Reword Have you successfully completed it? Pub-friendly puzzles that you can solve.
Earlier today, I presented you with a series of questions from Headscratchers, a recently published puzzle book. The authors recommend discussing and solving these questions in licensed establishments. The first question, in particular, is likely to spark intense discussion.
Here are the solutions for them once more.
1. Creative addition
Nine cards with the numbers 1 to 9 have been placed on a table.
The sum of the numbers in the left column is 21, while the sum of the numbers in the right column is 24. Rearrange one card to make both columns have the same total.
There is a well-known solution that evokes an “aha” moment. However, after being featured in New Scientist, readers proposed at least ten additional solutions. The degree of creativity allowed may vary depending on individual preferences or the amount of alcohol consumed.
The sum of the numbers 1 to 9 is 45, which cannot be divided by two.

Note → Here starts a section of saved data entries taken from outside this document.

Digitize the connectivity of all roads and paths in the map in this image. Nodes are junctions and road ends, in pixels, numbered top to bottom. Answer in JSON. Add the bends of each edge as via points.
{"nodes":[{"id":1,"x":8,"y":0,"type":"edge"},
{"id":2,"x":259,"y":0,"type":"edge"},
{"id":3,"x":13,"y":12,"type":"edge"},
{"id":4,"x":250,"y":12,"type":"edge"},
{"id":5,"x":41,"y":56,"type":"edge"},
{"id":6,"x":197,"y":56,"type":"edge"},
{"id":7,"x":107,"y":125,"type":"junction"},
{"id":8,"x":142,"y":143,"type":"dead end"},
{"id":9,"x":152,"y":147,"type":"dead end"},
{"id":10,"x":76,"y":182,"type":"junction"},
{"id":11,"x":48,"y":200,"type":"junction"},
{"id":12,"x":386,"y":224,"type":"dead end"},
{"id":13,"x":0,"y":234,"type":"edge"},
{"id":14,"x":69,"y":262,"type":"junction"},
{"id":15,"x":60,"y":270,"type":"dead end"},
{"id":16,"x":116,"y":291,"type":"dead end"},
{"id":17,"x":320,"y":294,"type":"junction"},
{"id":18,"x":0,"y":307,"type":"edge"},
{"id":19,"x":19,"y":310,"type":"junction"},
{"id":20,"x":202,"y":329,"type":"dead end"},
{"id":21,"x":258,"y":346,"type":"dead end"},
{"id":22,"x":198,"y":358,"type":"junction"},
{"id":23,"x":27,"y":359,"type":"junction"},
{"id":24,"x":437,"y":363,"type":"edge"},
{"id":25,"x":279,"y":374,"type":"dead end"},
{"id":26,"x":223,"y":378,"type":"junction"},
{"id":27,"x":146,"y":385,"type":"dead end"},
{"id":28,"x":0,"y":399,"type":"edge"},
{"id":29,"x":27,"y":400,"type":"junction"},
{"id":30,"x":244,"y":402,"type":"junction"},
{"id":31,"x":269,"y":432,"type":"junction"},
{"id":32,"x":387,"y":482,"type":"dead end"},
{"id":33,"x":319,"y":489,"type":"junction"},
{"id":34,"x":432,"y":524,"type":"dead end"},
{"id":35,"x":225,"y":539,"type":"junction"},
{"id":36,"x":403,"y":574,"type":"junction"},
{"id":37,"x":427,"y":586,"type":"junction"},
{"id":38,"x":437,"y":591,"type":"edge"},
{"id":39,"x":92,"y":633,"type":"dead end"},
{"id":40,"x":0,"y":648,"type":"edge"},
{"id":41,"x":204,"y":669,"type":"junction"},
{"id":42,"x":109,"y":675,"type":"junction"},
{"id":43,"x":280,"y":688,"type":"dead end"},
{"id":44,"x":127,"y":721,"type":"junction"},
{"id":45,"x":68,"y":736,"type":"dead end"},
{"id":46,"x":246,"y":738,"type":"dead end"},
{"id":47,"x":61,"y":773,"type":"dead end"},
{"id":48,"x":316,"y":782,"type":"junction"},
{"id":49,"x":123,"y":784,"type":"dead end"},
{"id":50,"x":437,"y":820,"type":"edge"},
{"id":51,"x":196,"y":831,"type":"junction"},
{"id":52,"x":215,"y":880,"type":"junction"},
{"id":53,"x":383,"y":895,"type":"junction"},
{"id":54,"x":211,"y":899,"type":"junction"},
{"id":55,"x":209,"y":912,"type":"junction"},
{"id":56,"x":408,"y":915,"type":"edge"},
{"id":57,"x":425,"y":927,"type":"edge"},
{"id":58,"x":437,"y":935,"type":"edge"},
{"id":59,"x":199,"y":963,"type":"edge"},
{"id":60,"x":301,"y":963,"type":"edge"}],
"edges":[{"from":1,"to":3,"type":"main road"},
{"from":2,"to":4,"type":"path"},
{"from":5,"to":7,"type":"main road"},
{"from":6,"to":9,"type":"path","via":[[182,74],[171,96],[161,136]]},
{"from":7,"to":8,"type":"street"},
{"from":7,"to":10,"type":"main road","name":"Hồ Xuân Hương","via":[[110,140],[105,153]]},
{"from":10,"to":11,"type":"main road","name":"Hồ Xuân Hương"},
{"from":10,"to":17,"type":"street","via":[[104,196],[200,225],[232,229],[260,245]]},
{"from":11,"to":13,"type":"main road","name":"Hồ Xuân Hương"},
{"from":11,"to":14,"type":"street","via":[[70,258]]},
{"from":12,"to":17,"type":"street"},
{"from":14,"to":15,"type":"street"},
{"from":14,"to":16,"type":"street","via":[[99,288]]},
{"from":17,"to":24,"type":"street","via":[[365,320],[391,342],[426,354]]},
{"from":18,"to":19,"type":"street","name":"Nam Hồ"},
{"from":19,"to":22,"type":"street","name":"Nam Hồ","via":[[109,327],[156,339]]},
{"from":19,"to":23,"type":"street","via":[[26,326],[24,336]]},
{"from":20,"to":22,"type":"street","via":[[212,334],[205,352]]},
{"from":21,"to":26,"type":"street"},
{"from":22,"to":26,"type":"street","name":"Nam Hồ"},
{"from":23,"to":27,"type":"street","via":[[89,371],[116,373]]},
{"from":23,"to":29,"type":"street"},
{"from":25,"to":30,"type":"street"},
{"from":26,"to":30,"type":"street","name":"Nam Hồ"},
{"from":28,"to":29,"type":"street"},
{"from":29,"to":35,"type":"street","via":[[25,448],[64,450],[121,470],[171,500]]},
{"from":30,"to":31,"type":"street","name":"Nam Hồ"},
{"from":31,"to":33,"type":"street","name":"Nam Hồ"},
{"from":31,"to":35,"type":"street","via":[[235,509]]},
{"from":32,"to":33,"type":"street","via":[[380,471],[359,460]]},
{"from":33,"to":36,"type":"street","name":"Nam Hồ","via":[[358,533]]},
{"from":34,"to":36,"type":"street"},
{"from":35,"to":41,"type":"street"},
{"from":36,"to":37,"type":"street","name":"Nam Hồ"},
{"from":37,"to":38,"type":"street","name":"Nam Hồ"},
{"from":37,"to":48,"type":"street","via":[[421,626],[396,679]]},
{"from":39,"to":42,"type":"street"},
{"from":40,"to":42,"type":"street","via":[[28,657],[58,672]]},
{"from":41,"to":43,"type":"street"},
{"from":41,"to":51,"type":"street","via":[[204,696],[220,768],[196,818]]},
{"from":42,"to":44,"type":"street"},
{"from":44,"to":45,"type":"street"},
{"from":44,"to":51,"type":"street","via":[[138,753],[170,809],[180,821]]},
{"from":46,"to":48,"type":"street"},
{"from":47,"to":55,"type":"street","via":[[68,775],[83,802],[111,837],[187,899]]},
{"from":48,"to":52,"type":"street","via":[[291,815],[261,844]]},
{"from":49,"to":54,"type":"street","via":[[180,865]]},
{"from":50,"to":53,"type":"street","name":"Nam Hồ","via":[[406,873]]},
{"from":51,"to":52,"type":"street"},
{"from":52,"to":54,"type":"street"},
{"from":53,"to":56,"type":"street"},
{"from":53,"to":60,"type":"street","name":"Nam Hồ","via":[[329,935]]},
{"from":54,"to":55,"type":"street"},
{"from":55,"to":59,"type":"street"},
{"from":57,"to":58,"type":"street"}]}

Therefore, a different approach is needed.
One traditional method is to rotate the number 9 to create a 6, resulting in both columns equalling 21.
However, there are numerous other possibilities to consider. For example, what if we placed 1 above the 5? This would result in both columns adding up to 20. Alternatively, we could place the 3 on top of the 9, or the 5 on top of the 7.
Please include any additional solutions below the designated line.
2. The book of numbers
Polly is creating a book that lists whole numbers from zero to infinity in alphabetical order. The initial entry is ‘eight’.
Which number is listed second? Which number is listed second-to-last?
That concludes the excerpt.